Weert en omgeving

Introductie Natuur in Weert en omgeving.
Op onderstaande tabel zie je een overzicht van de door mij bezochte natuurgebieden. Deze kun je aanklikken.
Woorden in de berichten die rood gekleurd zijn, verwijzen naar een onderwerp. Als je daar op klikt kom je in dat bericht terecht. Door links bovenaan het scherm op het pijltje te klikken, ga je weer terug naar het vorige bericht.

"De huidige gemeente Weert en omgeving was in oude tijden voor ¾ omringd door woeste gronden, plassen en moerasgebieden. Het "eiland van Weert" kon toen ook alleen maar bereikt worden via hoger gelegen zandruggen (een overblijfsel uit de ijstijd), die in de moerassige gebieden lagen." (Bron: Stan Smeets, in "Andermaal Altweert").
Volledige tekst >>

Select language

Volgers


Posts tonen met het label Stramprooise hei. Alle posts tonen
Posts tonen met het label Stramprooise hei. Alle posts tonen

maandag 12 oktober 2015

Flesters Vinke

Op de Stramprooierheide zie je vanaf de Lochtstraat en de Grensweg goed de hoogteverschillen met lager gelegen gebieden zoals het "Areven", "Lieëg Hei", "Siëndonk" en "Flesters Vinke". In de blog over het Areven, gaf ik al aan dat de kleine poel met de naam "Flesters Vinke" mij nieuwsgierig maakte en ik zeker van plan was een blog hierover te schrijven. Het heeft even geduurd, maar nu is het er dan toch van gekomen.

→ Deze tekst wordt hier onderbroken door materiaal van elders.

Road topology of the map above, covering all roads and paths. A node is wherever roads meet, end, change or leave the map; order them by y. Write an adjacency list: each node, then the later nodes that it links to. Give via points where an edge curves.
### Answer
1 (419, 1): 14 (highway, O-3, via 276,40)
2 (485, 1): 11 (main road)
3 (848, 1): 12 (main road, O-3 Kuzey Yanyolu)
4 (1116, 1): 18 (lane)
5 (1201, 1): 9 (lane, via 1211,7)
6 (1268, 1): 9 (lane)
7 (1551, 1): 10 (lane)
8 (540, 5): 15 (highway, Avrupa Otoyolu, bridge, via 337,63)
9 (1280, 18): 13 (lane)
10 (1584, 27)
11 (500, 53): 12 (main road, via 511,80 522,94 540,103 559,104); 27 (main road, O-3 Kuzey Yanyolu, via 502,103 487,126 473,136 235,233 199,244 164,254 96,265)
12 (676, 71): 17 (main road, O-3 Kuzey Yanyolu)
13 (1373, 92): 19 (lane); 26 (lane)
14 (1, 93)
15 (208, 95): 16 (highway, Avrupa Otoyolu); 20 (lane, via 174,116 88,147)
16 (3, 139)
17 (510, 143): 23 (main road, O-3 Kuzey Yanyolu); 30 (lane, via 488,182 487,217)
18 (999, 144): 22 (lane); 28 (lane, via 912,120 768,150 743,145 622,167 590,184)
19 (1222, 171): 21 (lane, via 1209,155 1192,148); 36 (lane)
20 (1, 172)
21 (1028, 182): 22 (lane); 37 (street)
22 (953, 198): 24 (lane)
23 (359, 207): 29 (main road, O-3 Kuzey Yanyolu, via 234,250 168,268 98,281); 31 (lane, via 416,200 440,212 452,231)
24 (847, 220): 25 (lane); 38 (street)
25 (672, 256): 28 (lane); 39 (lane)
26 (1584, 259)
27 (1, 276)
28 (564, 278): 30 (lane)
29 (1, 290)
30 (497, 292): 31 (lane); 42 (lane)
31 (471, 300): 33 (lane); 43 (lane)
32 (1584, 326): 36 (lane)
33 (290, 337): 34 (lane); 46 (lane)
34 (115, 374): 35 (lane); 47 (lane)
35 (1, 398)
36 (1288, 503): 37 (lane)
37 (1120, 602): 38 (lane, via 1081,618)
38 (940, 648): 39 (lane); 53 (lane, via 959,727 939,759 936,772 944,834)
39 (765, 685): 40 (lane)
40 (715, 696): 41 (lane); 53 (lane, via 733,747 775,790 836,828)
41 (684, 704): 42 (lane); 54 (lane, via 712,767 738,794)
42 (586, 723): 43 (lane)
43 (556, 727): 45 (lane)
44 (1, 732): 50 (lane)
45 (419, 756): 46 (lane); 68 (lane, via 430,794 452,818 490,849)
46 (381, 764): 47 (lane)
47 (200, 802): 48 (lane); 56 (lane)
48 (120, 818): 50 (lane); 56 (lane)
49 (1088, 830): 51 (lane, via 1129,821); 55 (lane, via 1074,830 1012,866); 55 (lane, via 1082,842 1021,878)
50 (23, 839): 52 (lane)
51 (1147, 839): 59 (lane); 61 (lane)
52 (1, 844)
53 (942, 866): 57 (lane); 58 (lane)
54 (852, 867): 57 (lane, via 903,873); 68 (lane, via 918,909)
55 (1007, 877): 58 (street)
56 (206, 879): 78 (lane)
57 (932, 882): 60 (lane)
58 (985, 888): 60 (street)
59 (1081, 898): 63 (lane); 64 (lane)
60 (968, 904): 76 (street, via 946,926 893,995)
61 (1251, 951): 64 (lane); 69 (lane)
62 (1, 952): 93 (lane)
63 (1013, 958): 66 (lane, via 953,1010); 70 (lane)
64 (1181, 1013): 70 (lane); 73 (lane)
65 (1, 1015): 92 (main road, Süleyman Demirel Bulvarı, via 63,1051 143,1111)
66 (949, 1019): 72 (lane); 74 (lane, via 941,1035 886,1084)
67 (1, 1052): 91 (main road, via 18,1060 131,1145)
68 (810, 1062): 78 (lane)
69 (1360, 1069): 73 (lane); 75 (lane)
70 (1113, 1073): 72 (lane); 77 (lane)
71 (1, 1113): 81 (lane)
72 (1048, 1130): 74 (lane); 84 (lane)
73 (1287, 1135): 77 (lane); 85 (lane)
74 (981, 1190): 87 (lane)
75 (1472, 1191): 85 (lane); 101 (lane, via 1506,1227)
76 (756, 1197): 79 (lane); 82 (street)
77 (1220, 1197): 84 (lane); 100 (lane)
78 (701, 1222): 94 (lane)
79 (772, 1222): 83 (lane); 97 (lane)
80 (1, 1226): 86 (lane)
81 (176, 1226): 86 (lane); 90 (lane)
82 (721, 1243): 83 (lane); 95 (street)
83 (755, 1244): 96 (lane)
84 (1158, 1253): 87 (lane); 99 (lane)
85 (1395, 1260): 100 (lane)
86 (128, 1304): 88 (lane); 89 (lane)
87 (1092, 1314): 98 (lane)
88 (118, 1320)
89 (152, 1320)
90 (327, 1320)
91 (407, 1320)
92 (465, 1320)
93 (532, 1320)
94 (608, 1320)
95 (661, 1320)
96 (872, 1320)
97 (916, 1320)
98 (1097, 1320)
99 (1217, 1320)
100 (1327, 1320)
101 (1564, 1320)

Flesters Vinke met  rechts op de achtergrond de gebouwen van Pleunis.
Ik kwam de naam Flesters al tegen in een burgemeestersrekening van 1680: “Betaald rente aan Jan Flesters namens Trucken Flesters” ( bron: gemeentearchief Weert). Ik kan me nog herinneren dat mijn moeder (1910-1998) ooit vertelde, dat ze ook een tijdje verkering had gehad met “Flesters Neelke”. De bijnaam van de familie Pleunis, die vlak bij het vennetje woonde. Nooit geweten trouwens waarom hij zo genoemd werd!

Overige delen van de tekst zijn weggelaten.